But what if there’s no change to speak of? Is it really possible to tell the difference between novels that have been through the meat-grinder of the MFA and those that haven’t? What if this is just something that’s been imagined into existence, by both detractors and supporters alike, to satisfy a collective need to believe that institutions can improve anything, even creativity? Or conversely, that institutions ruin everything, especially creativity? Whether you valorize the Romantic ideal of the lonely, humble artist or the neo-liberal belief that education can solve any problem, the MFA has become a kind of Rorschach test for how writers and critics feel about creativity, where it comes from, and how best to nurture it.
Until now, no one has used much evidence beyond the anecdotal to test whether or not the MFA has actually influenced the contemporary novel.
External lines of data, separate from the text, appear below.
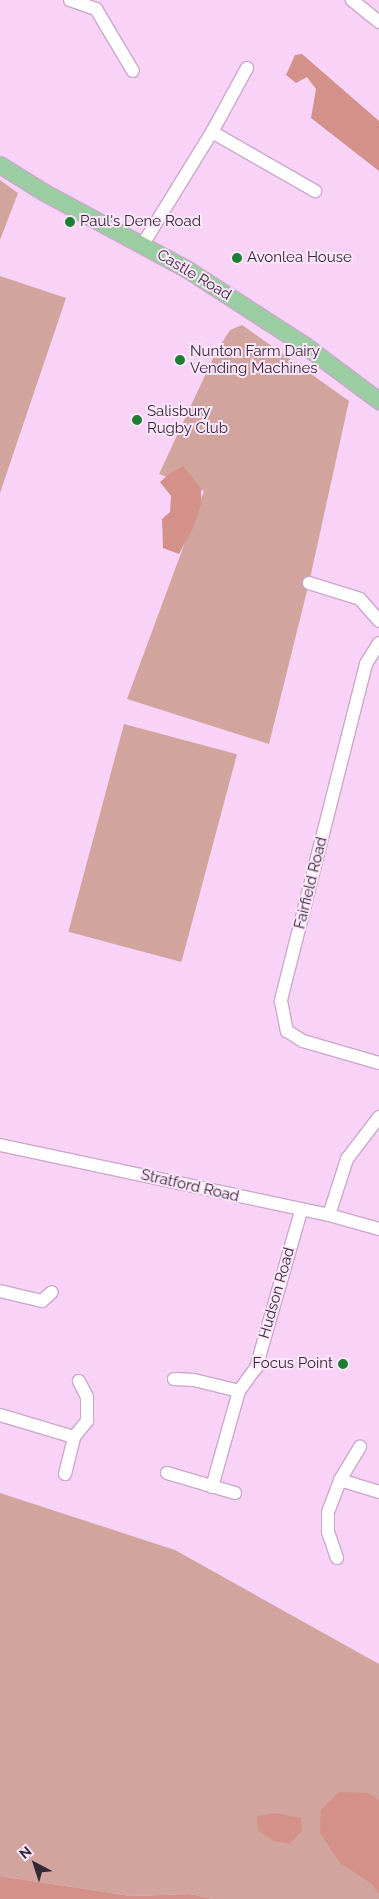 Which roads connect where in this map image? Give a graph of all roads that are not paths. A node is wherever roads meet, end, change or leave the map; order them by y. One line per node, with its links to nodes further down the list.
1 (70, 0): 3 (street)
2 (352, 0): 4 (street)
3 (100, 5): 6 (street)
4 (379, 22)
5 (247, 68): 7 (street)
6 (133, 70)
7 (212, 132): 9 (street); 10 (street)
8 (0, 165): 10 (main road, Castle Road)
9 (315, 191)
10 (143, 244): 11 (main road, Castle Road)
11 (379, 401)
12 (310, 583): 13 (street)
13 (379, 621)
14 (379, 643): 15 (street, Fairfield Road)
15 (379, 1063)
16 (379, 1117): 19 (street)
17 (0, 1145): 18 (street, Stratford Road)
18 (300, 1211): 19 (street, Stratford Road); 25 (street, Hudson Road)
19 (328, 1215): 20 (street, Stratford Road)
20 (379, 1229)
21 (0, 1291): 22 (street)
22 (52, 1292)
23 (174, 1379): 25 (street)
24 (80, 1381): 27 (street)
25 (239, 1391): 32 (street, Hudson Road)
26 (0, 1415): 27 (street)
27 (74, 1437): 30 (street)
28 (360, 1446): 31 (street)
29 (167, 1473): 32 (street)
30 (65, 1474)
31 (340, 1480): 33 (street); 35 (street)
32 (212, 1487): 34 (street)
33 (379, 1492)
34 (235, 1493)
35 (337, 1558)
What if this debate, furious as it is, is just a distraction from more important questions surrounding creative writing, like problems of diversity within publishing or financial exploitation on the part of universities?
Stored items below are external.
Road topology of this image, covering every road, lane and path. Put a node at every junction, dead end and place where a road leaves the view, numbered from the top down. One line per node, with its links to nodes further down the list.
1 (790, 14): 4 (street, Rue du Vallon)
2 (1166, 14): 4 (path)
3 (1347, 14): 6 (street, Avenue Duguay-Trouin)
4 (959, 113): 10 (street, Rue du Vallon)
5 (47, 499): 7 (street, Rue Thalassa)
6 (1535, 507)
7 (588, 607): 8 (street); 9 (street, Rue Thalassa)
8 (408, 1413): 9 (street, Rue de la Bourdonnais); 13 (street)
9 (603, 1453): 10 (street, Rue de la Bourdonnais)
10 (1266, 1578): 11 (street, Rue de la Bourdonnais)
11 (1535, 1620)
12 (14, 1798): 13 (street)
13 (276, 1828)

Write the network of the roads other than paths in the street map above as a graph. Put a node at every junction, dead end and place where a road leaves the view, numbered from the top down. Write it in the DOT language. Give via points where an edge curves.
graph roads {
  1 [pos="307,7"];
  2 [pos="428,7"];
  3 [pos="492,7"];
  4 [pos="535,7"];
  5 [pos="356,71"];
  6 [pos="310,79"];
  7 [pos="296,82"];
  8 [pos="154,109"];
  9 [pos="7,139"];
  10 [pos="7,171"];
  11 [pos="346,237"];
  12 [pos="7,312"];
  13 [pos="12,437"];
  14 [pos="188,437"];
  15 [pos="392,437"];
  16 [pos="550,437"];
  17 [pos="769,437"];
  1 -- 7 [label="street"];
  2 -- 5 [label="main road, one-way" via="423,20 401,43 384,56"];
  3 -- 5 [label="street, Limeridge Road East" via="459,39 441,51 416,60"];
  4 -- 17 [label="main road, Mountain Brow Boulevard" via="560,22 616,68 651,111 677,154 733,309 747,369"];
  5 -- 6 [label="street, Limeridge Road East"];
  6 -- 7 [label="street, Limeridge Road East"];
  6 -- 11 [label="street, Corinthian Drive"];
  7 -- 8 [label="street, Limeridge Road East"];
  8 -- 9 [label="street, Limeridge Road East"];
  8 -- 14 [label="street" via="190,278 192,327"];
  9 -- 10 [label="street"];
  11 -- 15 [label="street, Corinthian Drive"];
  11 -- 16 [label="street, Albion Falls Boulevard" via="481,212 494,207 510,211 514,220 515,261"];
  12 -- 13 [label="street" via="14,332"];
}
We’re two professors of language and literature who regularly use computation to test common assumptions about culture. So we decided to examine to what extent writing from MFA graduates differs from writing by non-graduates. We collected a sample of 200 novels written by graduates of MFA programs from over 20 leading programs (including Columbia, University of Texas at Austin, Iowa, and others) that have been published in the last 15 years. (This sample includes authors like Rick Moody, Alix Ohlin, and Ben Lerner.) For the sake of comparison, we also collected a similarly sized group of novels published over the same time period by authors who haven’t earned an MFA degree (including writers like Donna Tartt, Miranda July, and Akhil Sharma). To make these two groups as comparable as possible, we only gathered novels by non-MFA writers that were reviewed in The New York Times, which we took as a mark of literary excellence. Using a variety of tools from the field of computational text analysis, we studied how similar authors were across a range of literary aspects, including diction, style, theme, setting, and even how writers use characters.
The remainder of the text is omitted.